In naming her restaurant after the Spanish word for "bridge," Viola, the owner of La Puente Ogden, pays homage to both the town where she grew up in New Mexico and to the start of her new life. After all, she decided to open this spot for Mexican food after the passing of her spouse in 1989. Today, it's a local favorite for authentic dishes, such as smothered burritos, tacos, and enchiladas.
Southwestern flavors—spicy ones, namely—marry traditional Mexican dishes on the menu at Bandidos Border Grill. Fresh jalapenos jolt the carne asada, grilled peppers accompany the fajitas, and the eatery's signature salsa tops burritos so large that local farmers have stood them up and used them as structurally unsound silos. But when it comes to structural integrity, the restaurant's exposed cobblestone surrounds guests as they sample savory meats rolled inside tortillas—shrimp, barbacoa, and slow-cooked pork to name a few. Visits to Bandidos Border Grill might conclude with traditional Mexican desserts such as flan and ice cream.

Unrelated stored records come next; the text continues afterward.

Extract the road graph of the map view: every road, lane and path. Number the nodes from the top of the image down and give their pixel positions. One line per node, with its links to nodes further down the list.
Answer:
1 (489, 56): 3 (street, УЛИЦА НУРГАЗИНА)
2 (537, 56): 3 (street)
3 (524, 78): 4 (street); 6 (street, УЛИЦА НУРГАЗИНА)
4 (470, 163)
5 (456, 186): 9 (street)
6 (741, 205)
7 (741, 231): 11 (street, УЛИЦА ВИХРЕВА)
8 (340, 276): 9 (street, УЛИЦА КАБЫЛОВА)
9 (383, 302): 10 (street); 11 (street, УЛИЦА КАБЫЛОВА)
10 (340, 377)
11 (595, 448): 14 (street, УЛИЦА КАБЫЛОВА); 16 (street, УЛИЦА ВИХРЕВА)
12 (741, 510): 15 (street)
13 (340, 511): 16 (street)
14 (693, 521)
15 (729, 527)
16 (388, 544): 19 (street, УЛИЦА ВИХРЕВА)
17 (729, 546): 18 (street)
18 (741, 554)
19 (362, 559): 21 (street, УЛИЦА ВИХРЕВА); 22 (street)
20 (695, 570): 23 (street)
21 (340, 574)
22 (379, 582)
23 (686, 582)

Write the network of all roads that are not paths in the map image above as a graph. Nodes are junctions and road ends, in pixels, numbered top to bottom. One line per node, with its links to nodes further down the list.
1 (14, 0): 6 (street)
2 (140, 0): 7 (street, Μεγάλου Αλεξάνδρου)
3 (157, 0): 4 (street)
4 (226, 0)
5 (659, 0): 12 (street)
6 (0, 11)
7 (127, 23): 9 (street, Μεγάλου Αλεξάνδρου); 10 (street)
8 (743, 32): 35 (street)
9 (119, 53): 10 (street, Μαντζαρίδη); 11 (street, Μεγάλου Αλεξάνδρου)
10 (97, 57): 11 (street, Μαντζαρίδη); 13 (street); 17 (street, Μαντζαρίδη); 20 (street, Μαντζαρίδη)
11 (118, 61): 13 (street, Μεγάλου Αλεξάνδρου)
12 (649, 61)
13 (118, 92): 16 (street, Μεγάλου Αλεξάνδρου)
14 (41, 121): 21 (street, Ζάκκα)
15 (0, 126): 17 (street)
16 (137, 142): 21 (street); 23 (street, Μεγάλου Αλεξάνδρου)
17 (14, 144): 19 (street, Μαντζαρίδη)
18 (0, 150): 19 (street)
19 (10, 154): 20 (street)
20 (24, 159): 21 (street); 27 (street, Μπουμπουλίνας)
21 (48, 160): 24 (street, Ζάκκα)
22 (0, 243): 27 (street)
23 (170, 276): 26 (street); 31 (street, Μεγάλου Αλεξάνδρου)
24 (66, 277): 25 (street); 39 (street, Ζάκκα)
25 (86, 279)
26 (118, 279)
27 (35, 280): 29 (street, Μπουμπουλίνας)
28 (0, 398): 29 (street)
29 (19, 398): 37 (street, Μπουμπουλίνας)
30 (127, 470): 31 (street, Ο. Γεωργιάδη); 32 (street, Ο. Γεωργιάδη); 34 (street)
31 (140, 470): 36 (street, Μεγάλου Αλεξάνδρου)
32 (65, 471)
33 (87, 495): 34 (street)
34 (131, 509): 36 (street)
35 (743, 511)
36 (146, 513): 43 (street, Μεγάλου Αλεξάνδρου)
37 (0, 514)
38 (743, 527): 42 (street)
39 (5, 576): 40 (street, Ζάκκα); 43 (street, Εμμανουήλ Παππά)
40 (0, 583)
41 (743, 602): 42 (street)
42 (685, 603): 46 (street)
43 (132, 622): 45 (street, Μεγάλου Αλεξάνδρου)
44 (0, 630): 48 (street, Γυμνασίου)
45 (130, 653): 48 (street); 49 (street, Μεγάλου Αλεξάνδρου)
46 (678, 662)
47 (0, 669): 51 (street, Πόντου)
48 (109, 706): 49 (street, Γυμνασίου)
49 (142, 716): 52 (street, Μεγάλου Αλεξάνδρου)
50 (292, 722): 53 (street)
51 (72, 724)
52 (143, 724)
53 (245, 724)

Ever since Barbacoa Mexican Grill opened in 1998, ordering a meal has turned into a creative pursuit. At the fingertips of everyone who walks in the door is an edible artist's palette that they draw upon as they orchestrate the creation of their dream burrito, burrito bowl, or tacos. Inspiration begins with a foundation: hand-trimmed barbacoa beef slow cooked in a chipotle paste, shredded pork with roasted pineapple and a honey glaze, or even steamed vegetables. Then a rainbow of salsas, a choice of beans, and individually monogrammed grains of rice combine to create a fully personalized meal.
Now spread throughout Utah, Barbacoa Mexican Grill has also branched out beyond its inimitable meals. It strives to establish and strengthen communities by working with local nonprofit and charitable organizations. The primary focus of the restaurants' grassroots endeavors falls on the promotion of healthy, active lifestyles and the support of underserved children—evidenced by their cooperation with Big Brothers Big Sisters of Utah.
Terraces of tortillas tower over simmering mole, a special recipe that has been passed down for three generations, on tables in the 15-year-old eatery with a family atmosphere. Here, in Blue Iguana's kitchens, Chef Castillo imparts the culinary arts of the Aztec empire to his team of cooks using his knowledge of Chihuahua, Mexico. In this province, families fiercely guard such traditions to honor their forebears and preserve their culture's legacy for future generations. Castillo specializes in mole recipes, which teem with rich ingredients such as chocolate, almonds, and pumpkin seeds. Guests seeking a lighter meal can customize tacos with a choice of more than 10 fillings, including grilled yellowfin, charbroiled sirloin, sautéed mushrooms, and spicy pork chorizo. The margaritas are mixed with the restaurant's brimming top-shelf tequilas such as Patron Silver and Don Julio. Diners can also visit the Park City location for breakfast dishes.
Nacho's Libre Mexican Restaurant taps into traditional Mexican culture through a varied menu of seafood and meat dishes wrapped in tortillas and paired with imported beers. After entering through the bright-pink façade, guests take in the dining room’s paintings and servers occasionally clad in a Mexican luchador’s traditional mask, cape, and Van Halen T-shirt. Chefs craft mole sauce in 10 variations of chilies, spices, and chocolate, and diners can create their own platter combinations of burritos, enchiladas, and chimichangas. Nacho's Libre also slings fare for quick delivery as well as catering for parties, meetings, and ocean-liner christenings.
When they moved to Utah from Guanajuato, Mexico, the Armentas dug into their family's classified recipe books to find dishes that would satisfy a hungry fan base. Nowadays, one-dollar margaritas and colorful decor cultivate a festive, laid-back atmosphere at Mi Ranchito Grill, but the Armentas' commitment to fresh ingredients is as strict and unwavering as their secrecy around meals' formulas. A riot of color splashes across the kaleidoscopic interior, with vines of multicolored paper strung between archways. Teal neon lights, harvested from naturally-occurring rainbows, bounce onto exposed brick, illuminating diners savoring chicken nachos, garlic-butter shrimp served with two types of chili sauce, and custom combos of tacos, enchiladas, and tamales.
Burritos. Fajitas. Enchiladas. The chefs at Cafe Silvestre make them all, plating hearty portions of Mexican standbys that each pack a flavorful, spice-filled punch. Like a Norman Rockwell painting of kids playing video games, the menu keeps an eye on tradition while catering to modern American tastes, with Mexican feasts of huevos rancheros and chorizo tostadas served alongside jalapeño poppers and sirloin steaks with fries.